*TASK INSTRUCTIONS*
Using the records below, transcribe word for word the stretch from the line that contains "thumb ip: (1013, 670)" through the line that contains "pinky pip: (937, 661)", both end lines included, and nothing else.

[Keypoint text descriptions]
━━━

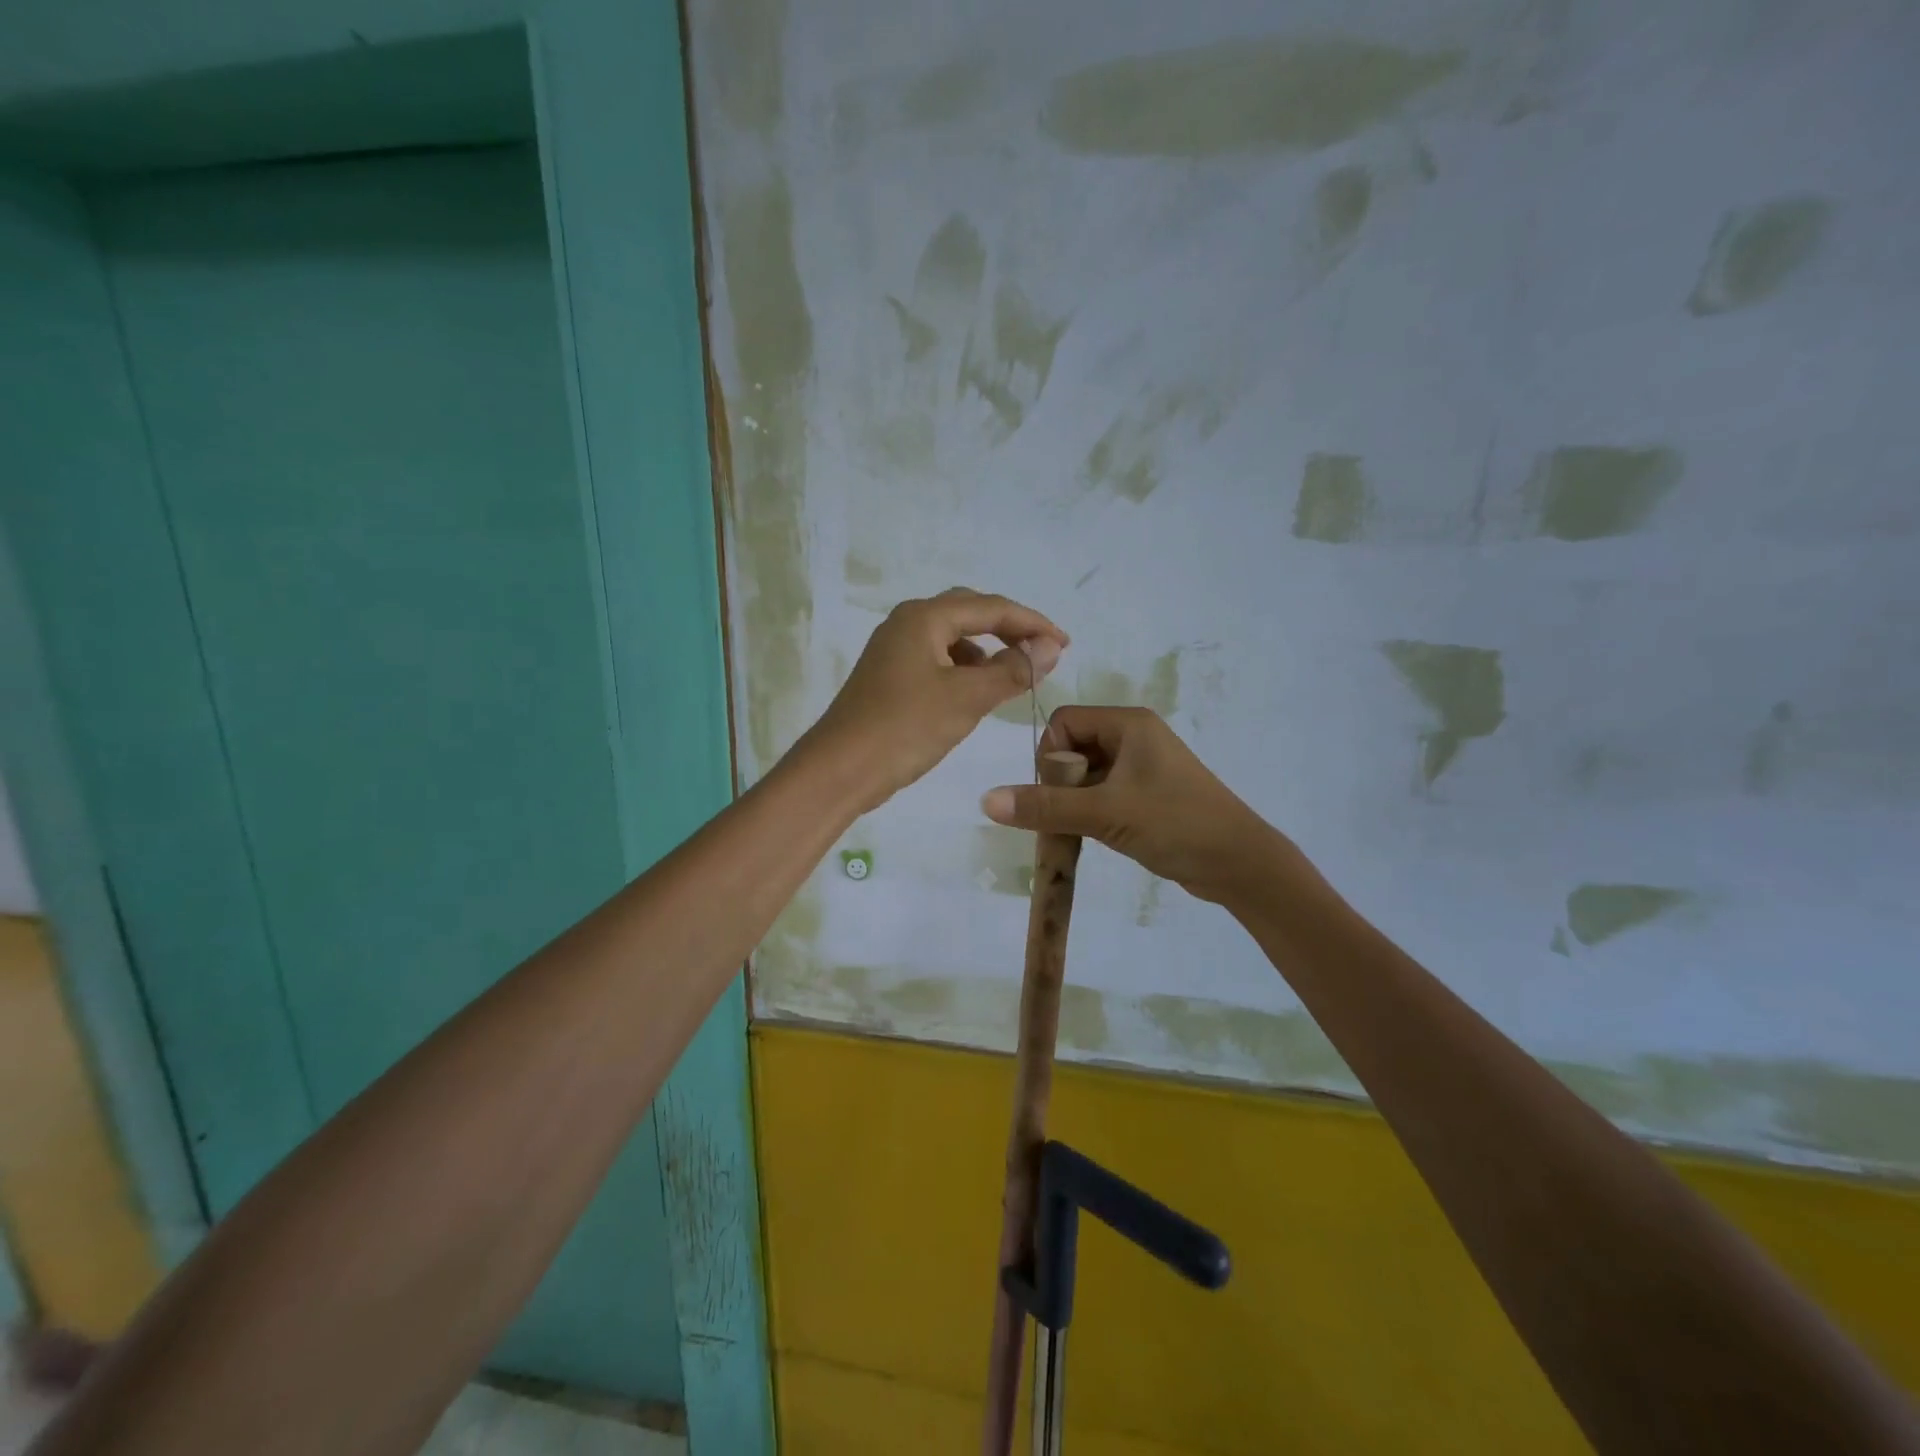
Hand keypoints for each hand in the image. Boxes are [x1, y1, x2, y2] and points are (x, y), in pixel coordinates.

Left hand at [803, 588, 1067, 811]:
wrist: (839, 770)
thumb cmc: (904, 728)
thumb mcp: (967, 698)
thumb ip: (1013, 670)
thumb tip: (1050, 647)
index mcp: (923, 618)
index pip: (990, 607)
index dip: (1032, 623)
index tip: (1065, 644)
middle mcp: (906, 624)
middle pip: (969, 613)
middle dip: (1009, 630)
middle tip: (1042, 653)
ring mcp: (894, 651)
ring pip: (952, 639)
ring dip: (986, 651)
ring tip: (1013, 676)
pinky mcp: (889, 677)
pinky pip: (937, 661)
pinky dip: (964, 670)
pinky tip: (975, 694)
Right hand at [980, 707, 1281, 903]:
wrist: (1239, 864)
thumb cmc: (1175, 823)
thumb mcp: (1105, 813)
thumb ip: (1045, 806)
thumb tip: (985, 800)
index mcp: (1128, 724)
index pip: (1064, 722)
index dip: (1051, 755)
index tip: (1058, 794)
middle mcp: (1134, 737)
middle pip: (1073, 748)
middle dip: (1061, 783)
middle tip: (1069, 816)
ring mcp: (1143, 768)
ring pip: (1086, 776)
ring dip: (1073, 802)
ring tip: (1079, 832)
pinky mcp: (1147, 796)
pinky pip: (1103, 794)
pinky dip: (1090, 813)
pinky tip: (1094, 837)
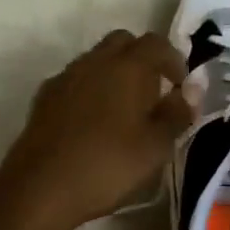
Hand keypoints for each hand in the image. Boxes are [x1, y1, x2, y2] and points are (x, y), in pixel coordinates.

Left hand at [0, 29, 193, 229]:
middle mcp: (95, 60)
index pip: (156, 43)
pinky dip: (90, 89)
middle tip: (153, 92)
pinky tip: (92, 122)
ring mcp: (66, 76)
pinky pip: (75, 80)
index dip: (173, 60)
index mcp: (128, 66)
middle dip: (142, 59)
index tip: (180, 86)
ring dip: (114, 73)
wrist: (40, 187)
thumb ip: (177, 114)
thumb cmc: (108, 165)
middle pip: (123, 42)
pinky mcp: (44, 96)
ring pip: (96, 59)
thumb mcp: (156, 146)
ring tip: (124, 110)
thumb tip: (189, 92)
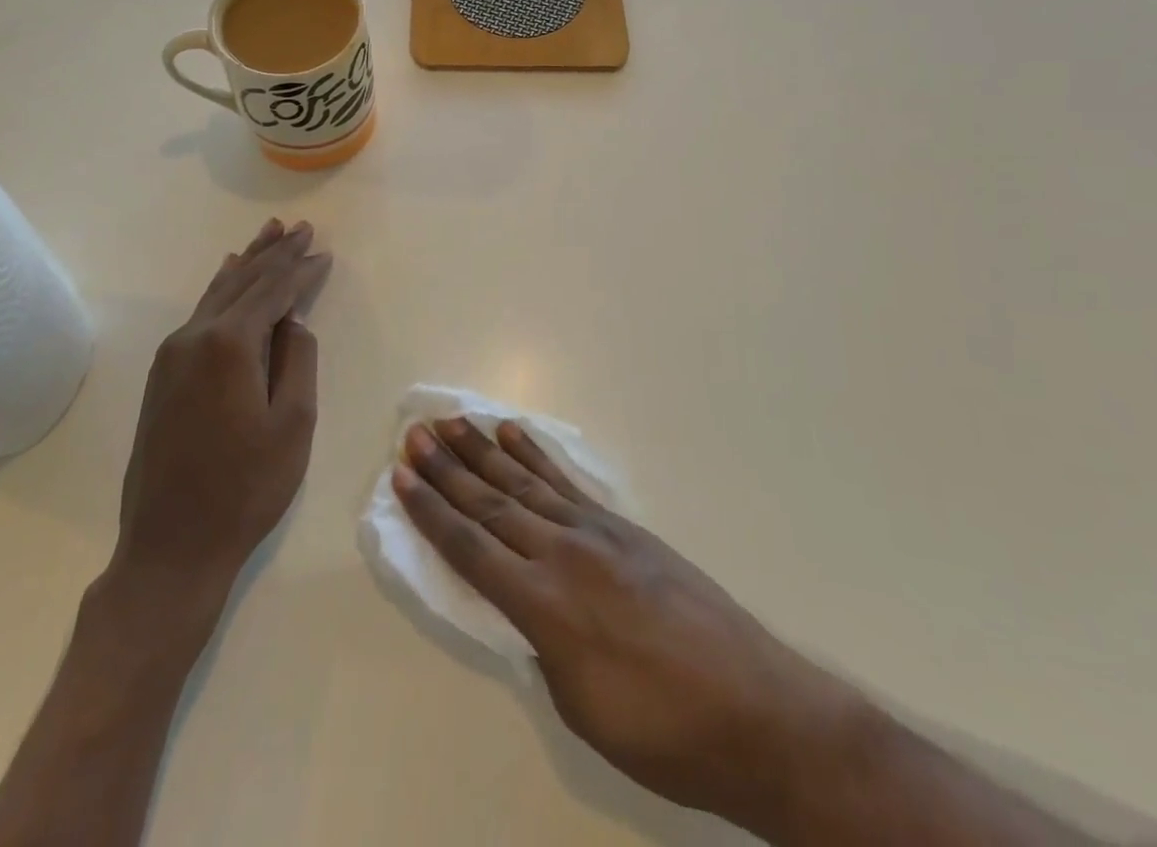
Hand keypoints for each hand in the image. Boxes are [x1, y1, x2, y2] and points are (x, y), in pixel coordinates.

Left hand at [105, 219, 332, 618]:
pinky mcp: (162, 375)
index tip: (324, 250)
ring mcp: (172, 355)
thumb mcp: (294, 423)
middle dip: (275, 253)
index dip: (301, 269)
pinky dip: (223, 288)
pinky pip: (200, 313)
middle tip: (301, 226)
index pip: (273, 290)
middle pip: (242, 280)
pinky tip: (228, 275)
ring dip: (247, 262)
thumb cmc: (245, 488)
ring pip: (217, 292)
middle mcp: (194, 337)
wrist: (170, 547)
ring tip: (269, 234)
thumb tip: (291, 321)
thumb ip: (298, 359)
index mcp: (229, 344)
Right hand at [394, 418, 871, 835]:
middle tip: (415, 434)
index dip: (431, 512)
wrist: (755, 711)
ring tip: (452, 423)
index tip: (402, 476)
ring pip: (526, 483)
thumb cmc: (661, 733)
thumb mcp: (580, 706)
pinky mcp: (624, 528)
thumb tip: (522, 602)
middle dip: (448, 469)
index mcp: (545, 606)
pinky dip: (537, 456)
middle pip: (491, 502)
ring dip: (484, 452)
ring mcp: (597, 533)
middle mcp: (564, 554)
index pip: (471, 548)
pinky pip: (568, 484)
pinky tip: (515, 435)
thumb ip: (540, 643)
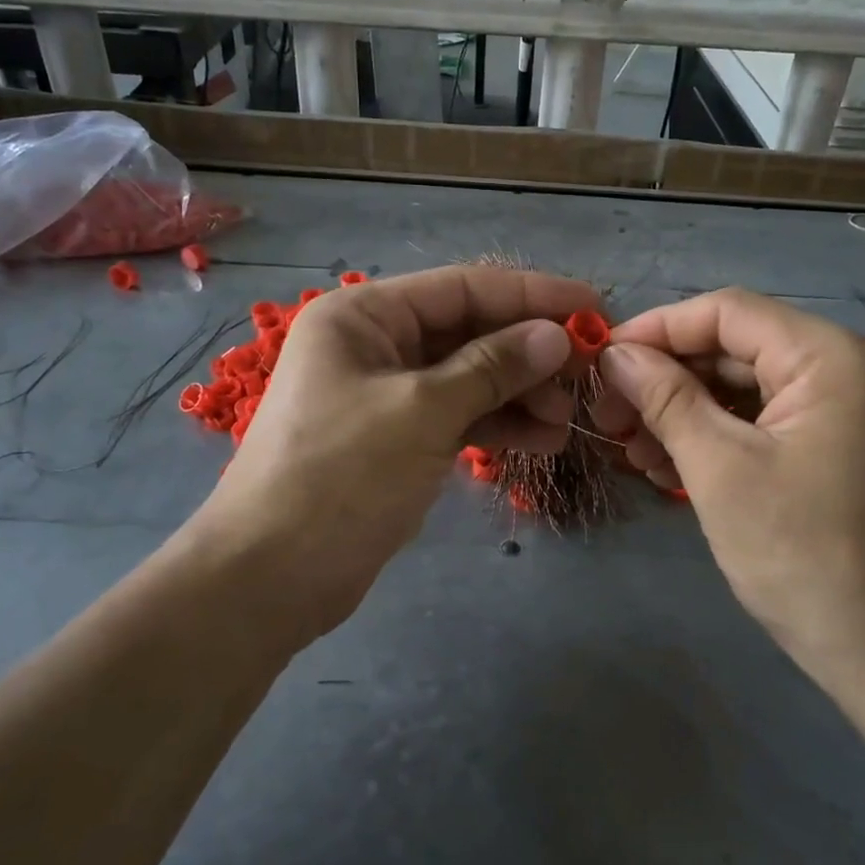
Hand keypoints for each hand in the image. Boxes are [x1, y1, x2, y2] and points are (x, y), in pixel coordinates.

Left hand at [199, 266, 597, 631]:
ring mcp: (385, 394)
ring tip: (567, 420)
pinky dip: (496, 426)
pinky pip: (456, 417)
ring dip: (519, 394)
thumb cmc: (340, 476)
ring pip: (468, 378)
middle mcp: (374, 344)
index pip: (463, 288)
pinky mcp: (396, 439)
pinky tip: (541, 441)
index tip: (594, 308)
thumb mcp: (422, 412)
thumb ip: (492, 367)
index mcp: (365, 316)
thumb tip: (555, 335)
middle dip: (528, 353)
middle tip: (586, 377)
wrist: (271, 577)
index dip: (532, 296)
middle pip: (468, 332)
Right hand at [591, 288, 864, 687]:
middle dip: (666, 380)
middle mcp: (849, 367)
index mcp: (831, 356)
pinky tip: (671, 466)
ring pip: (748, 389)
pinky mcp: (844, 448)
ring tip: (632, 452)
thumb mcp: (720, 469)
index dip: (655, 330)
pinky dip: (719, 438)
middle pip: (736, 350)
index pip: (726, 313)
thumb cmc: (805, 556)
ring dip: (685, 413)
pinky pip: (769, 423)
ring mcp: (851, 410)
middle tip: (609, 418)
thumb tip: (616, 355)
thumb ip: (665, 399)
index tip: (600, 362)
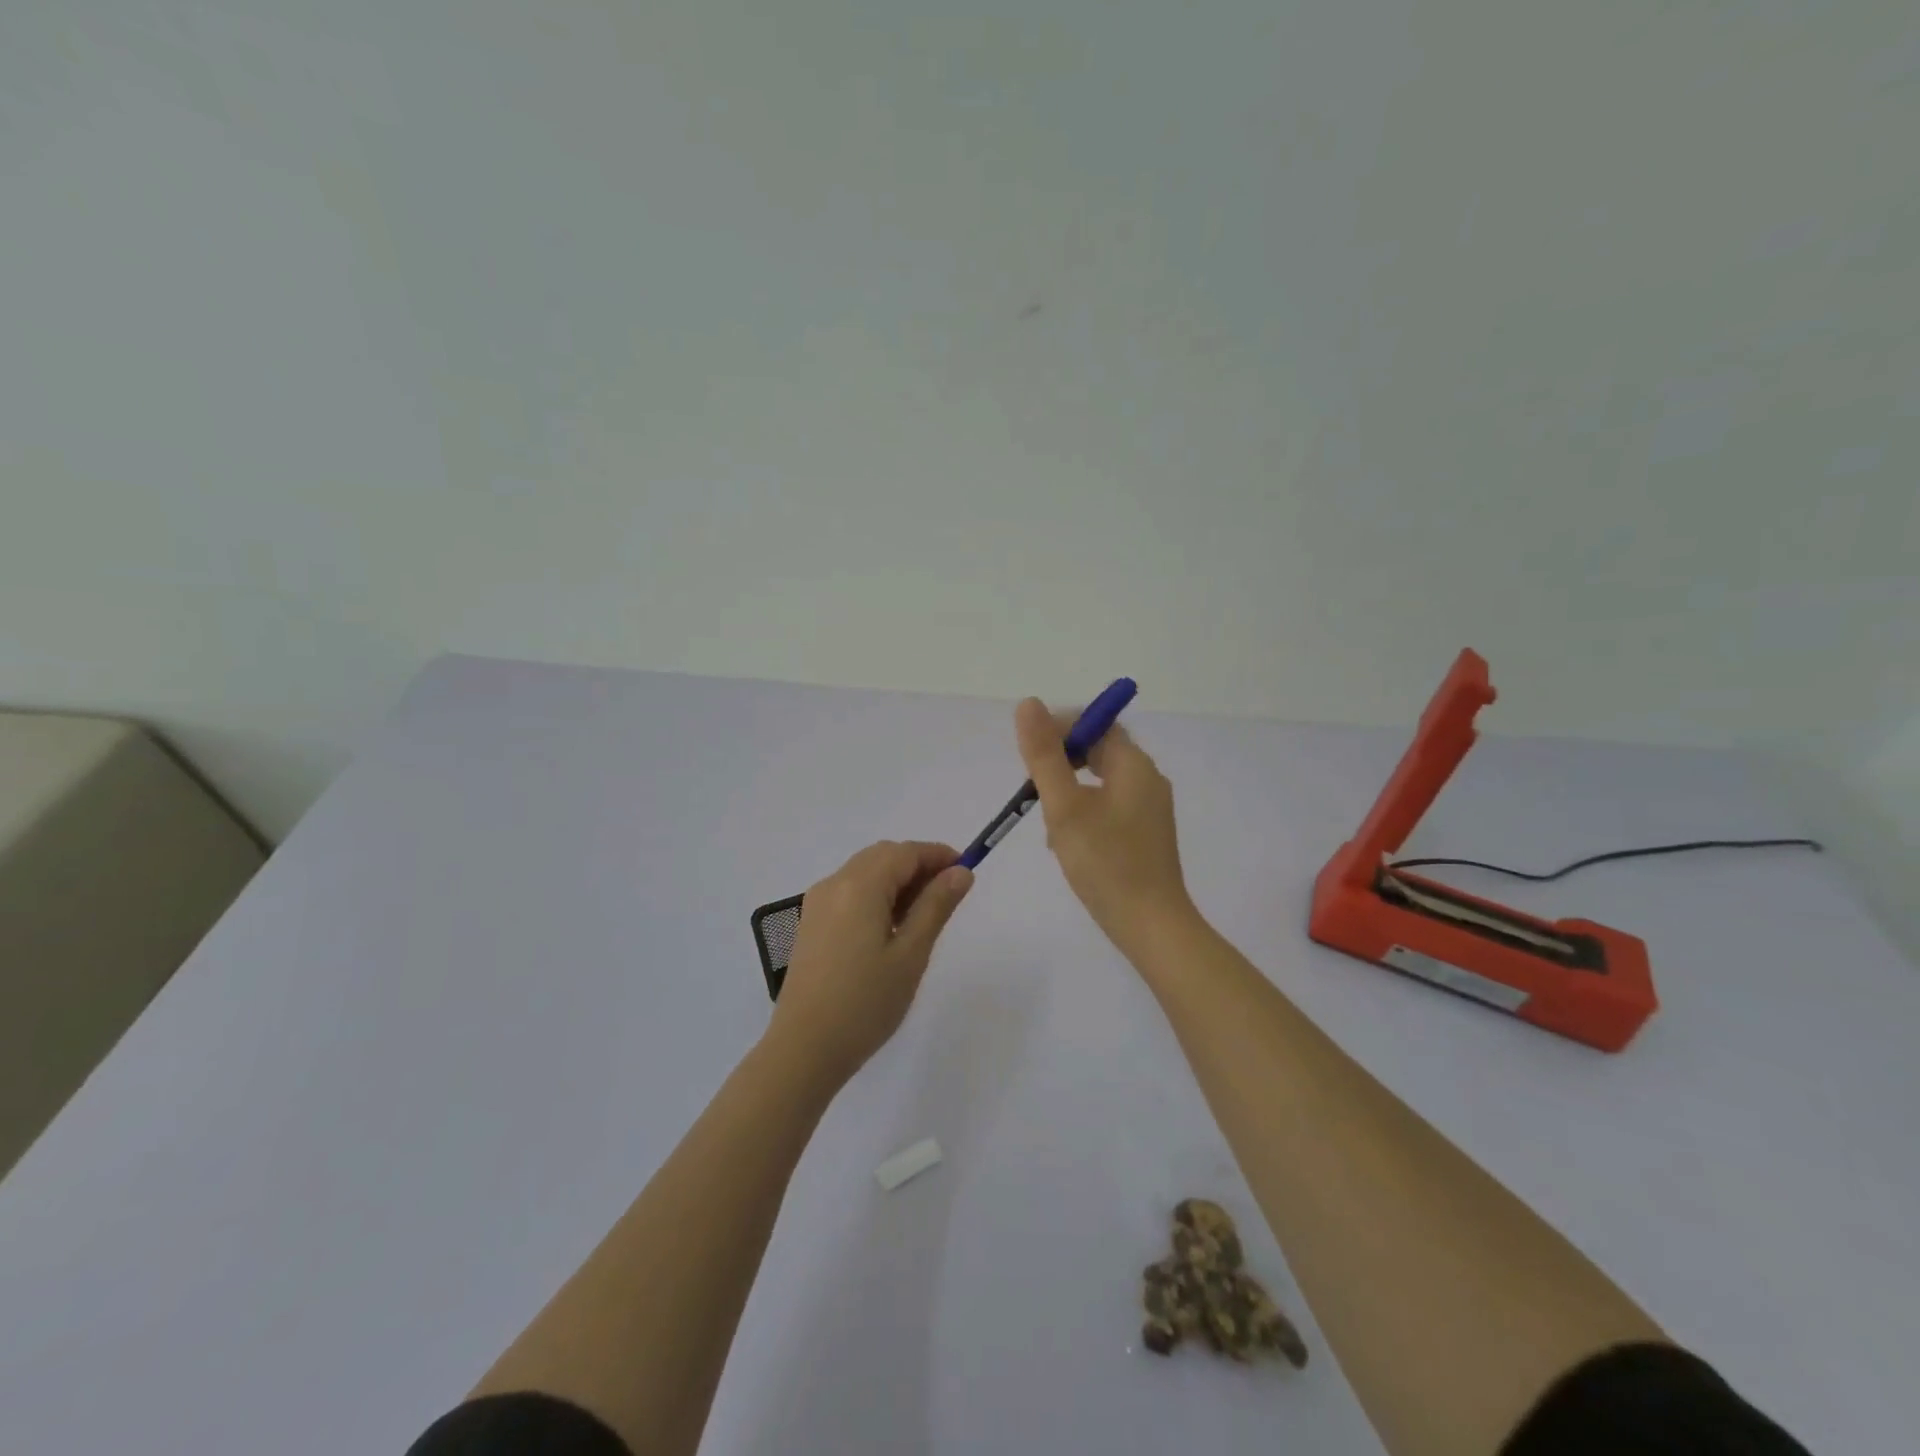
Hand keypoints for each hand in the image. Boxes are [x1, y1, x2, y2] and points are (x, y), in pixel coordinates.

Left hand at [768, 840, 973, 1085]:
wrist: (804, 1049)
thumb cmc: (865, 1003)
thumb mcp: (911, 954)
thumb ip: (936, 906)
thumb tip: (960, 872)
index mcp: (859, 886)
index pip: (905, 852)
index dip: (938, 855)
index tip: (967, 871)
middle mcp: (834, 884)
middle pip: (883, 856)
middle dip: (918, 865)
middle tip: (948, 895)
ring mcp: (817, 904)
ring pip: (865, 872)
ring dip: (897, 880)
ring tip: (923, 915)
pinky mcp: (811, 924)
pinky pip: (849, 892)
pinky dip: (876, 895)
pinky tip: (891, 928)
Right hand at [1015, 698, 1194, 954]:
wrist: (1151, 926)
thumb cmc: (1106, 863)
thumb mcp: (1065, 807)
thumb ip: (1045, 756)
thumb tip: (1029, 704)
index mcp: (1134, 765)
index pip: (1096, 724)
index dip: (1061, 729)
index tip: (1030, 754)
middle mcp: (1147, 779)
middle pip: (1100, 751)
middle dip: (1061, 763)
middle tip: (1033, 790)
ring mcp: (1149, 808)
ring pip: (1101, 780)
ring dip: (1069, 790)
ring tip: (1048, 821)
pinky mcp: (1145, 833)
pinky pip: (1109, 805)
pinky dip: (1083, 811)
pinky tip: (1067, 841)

━━━

*EXERCISE SOLUTION*
thumb ip: (1013, 670)
thumb tip: (1050, 647)
index mcp: (923, 618)
index pip: (990, 607)
index dip: (1032, 623)
index tip: (1065, 644)
middle mcp: (906, 624)
middle pip: (969, 613)
middle dip: (1009, 630)
middle tip: (1042, 653)
ring mcp: (894, 651)
ring pip: (952, 639)
ring dip: (986, 651)
ring tip: (1013, 676)
pinky mcp: (889, 677)
pinky pip: (937, 661)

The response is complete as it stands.